30. Seattle Seahawks
Spending rank: 28
Draft rank: 31
Bottom line: Chose the league’s oldest coach over Russell Wilson
In 2020 the Seahawks traded two first-round picks for Jets safety Jamal Adams. This year, the Seahawks got slightly more in return for trading away Russell Wilson. Now they must compete in the NFC West—where all three division rivals made the playoffs last season and the Rams won the Super Bowl—with Geno Smith or Drew Lock at QB. This strategy will be the stress test for head coach Pete Carroll’s preferred football philosophy of ball control and conservative offense that soured Wilson on the team.
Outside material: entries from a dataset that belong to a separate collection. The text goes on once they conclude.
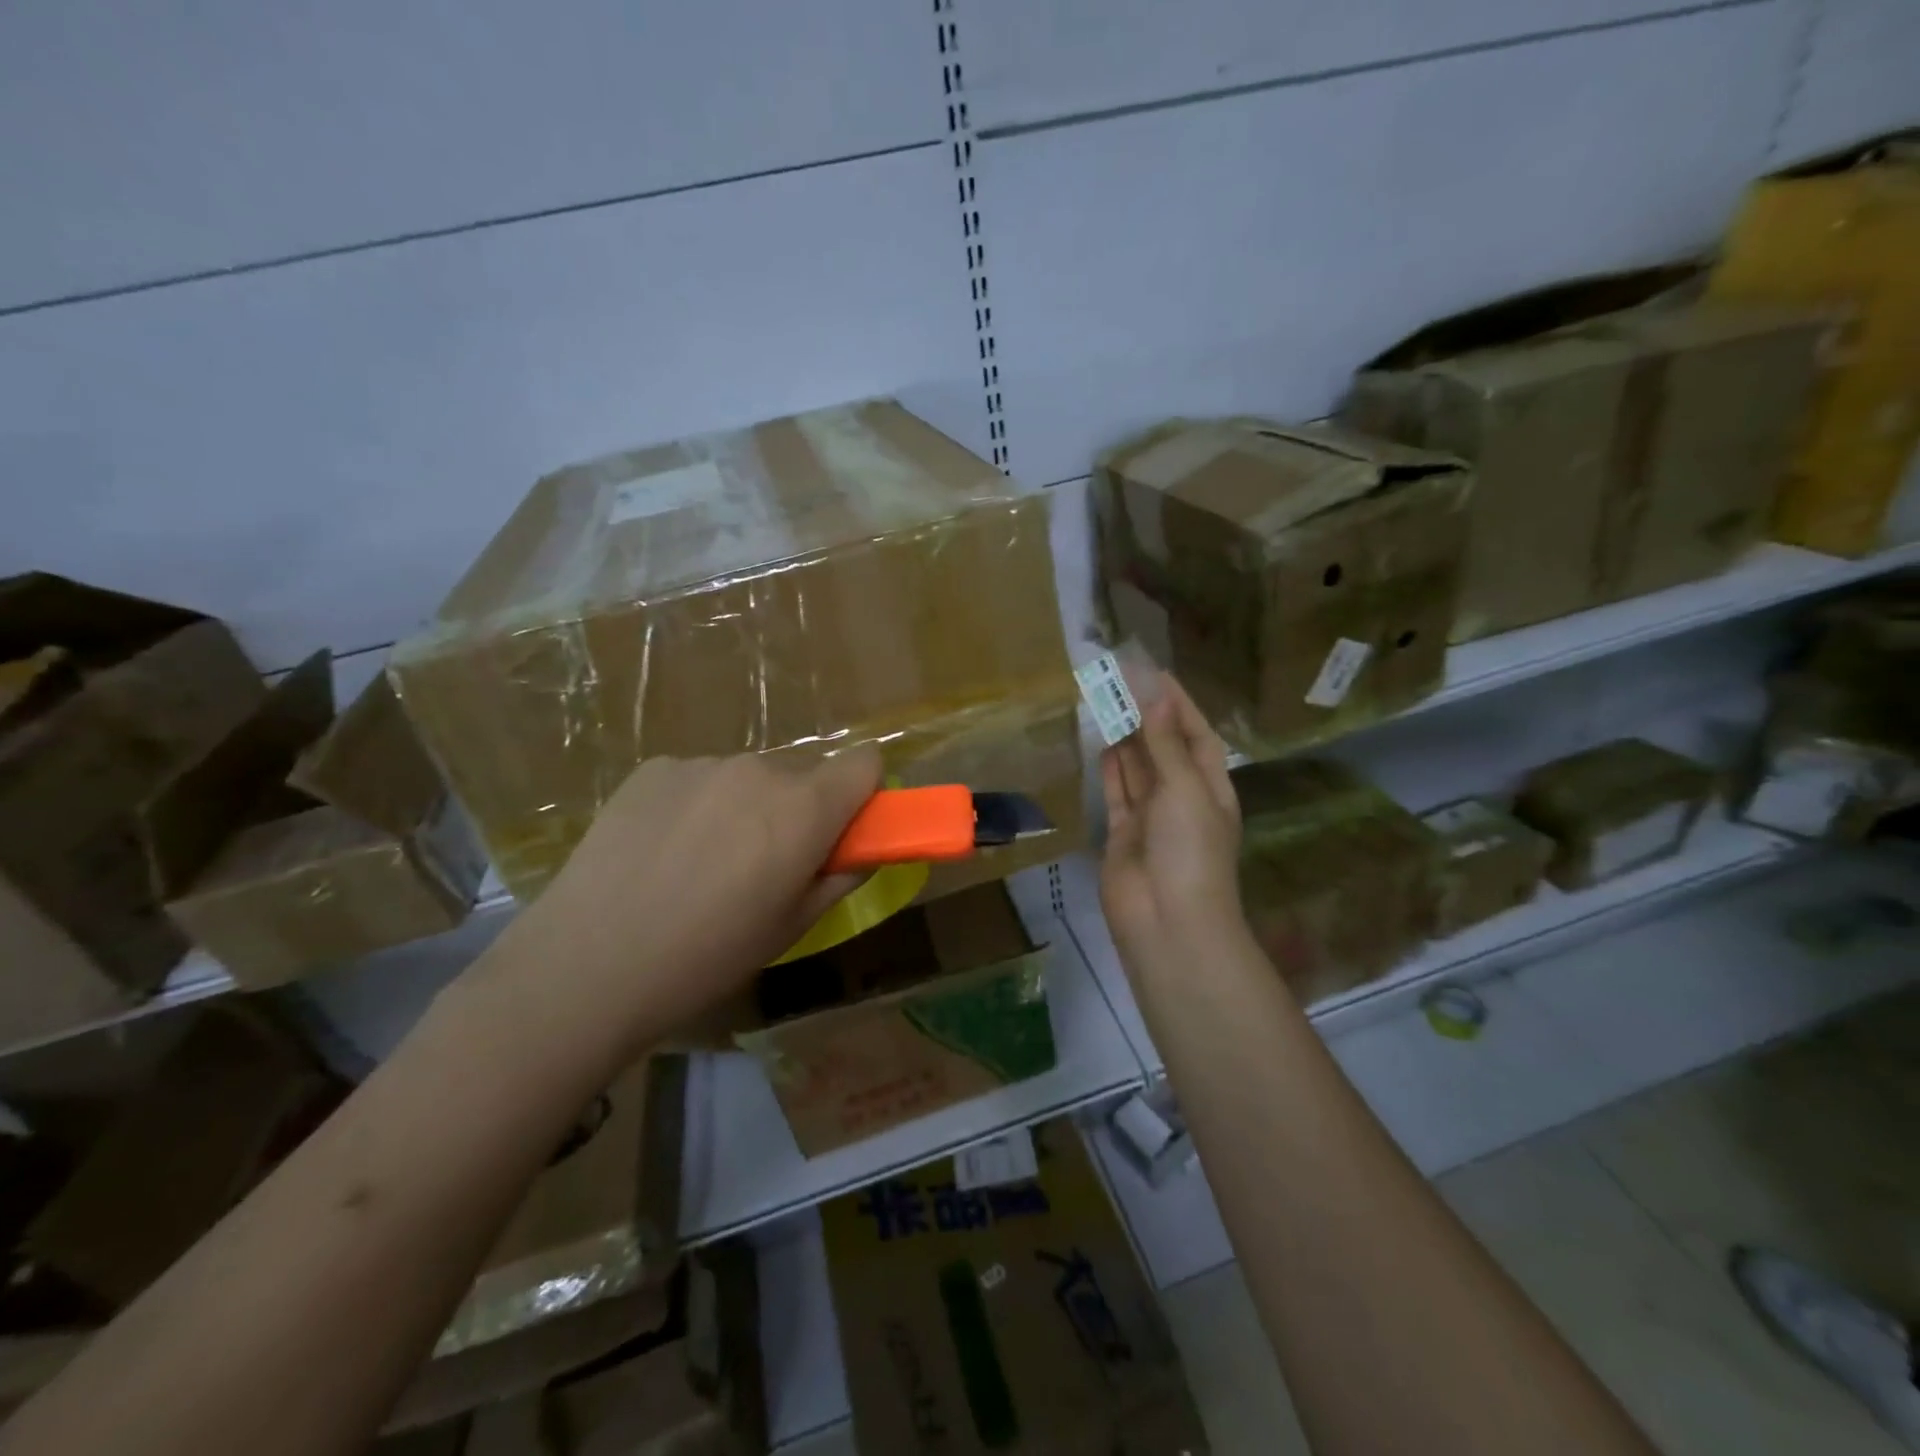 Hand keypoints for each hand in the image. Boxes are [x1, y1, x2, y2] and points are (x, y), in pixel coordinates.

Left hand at [484, 749, 881, 1061]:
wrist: (588, 964)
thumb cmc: (708, 956)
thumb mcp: (792, 927)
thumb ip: (840, 877)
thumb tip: (862, 850)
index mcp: (804, 808)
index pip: (864, 761)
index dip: (862, 793)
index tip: (843, 830)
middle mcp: (758, 769)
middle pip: (803, 774)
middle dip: (799, 809)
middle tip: (764, 864)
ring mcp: (701, 764)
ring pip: (748, 778)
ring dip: (745, 807)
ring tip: (701, 865)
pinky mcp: (652, 768)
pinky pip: (699, 779)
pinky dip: (697, 805)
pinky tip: (661, 853)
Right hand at [1099, 675, 1242, 969]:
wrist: (1166, 920)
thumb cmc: (1189, 850)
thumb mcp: (1185, 790)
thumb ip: (1166, 745)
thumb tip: (1157, 698)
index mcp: (1210, 787)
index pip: (1195, 735)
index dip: (1176, 704)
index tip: (1153, 672)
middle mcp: (1182, 798)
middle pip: (1164, 748)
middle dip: (1146, 716)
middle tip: (1118, 679)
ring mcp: (1151, 817)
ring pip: (1138, 768)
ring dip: (1125, 738)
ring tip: (1105, 702)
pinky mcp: (1123, 833)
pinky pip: (1118, 793)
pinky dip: (1111, 769)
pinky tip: (1102, 744)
Carroll is the oldest head coach in the NFL and has a book called Win Forever. Seattle isn’t going to attempt a rebuild as long as he is in town.
31. New York Giants
Spending rank: 29
Draft rank: 30
Bottom line: Hit rock bottom so hard they bounced and are now trending up
Last season the Giants were outscored 79-0 in the final two minutes of the first half. They scored 40 fewer touchdowns than the division-rival Cowboys. In the last week of the season, the Giants called a QB sneak on third-and-9. They hit rock bottom in their nearly 100-year history so hard that they broke through the bedrock and emerged on the other side into daylight.
The team fired Joe Judge and allowed GM Dave Gettleman to retire and declined the fifth-year option for QB Daniel Jones. In their place, the team hired the Buffalo Bills brain trust of Brian Daboll, to be head coach, and Joe Schoen, to be GM. In the draft, the Giants got Alabama tackle Evan Neal and Oregon defensive end Kayvon Thibodeaux with their two picks in the top seven. The team that was so recently a league laughingstock now looks like a competent rebuild. Now the Giants need to figure out whether Jones will be their long-term QB or if they’ll be looking to replace him next offseason. Either way, they’ll have a clear direction for their franchise, which is the best that fans could have hoped for at the end of 2021.
32. Houston Texans
Spending rank: 30
Draft rank: 32
Bottom line: All Out
No team is betting less on 2022 than the Houston Texans. The Texans are so devoid of young talent that they are throwing one-year veteran contracts at the wall and just seeing what sticks. With two additional future first-round picks remaining from the Deshaun Watson trade, it’s clear that GM Nick Caserio has a long road to make this a competitive team. If the Rams are All In, the Texans are All Out.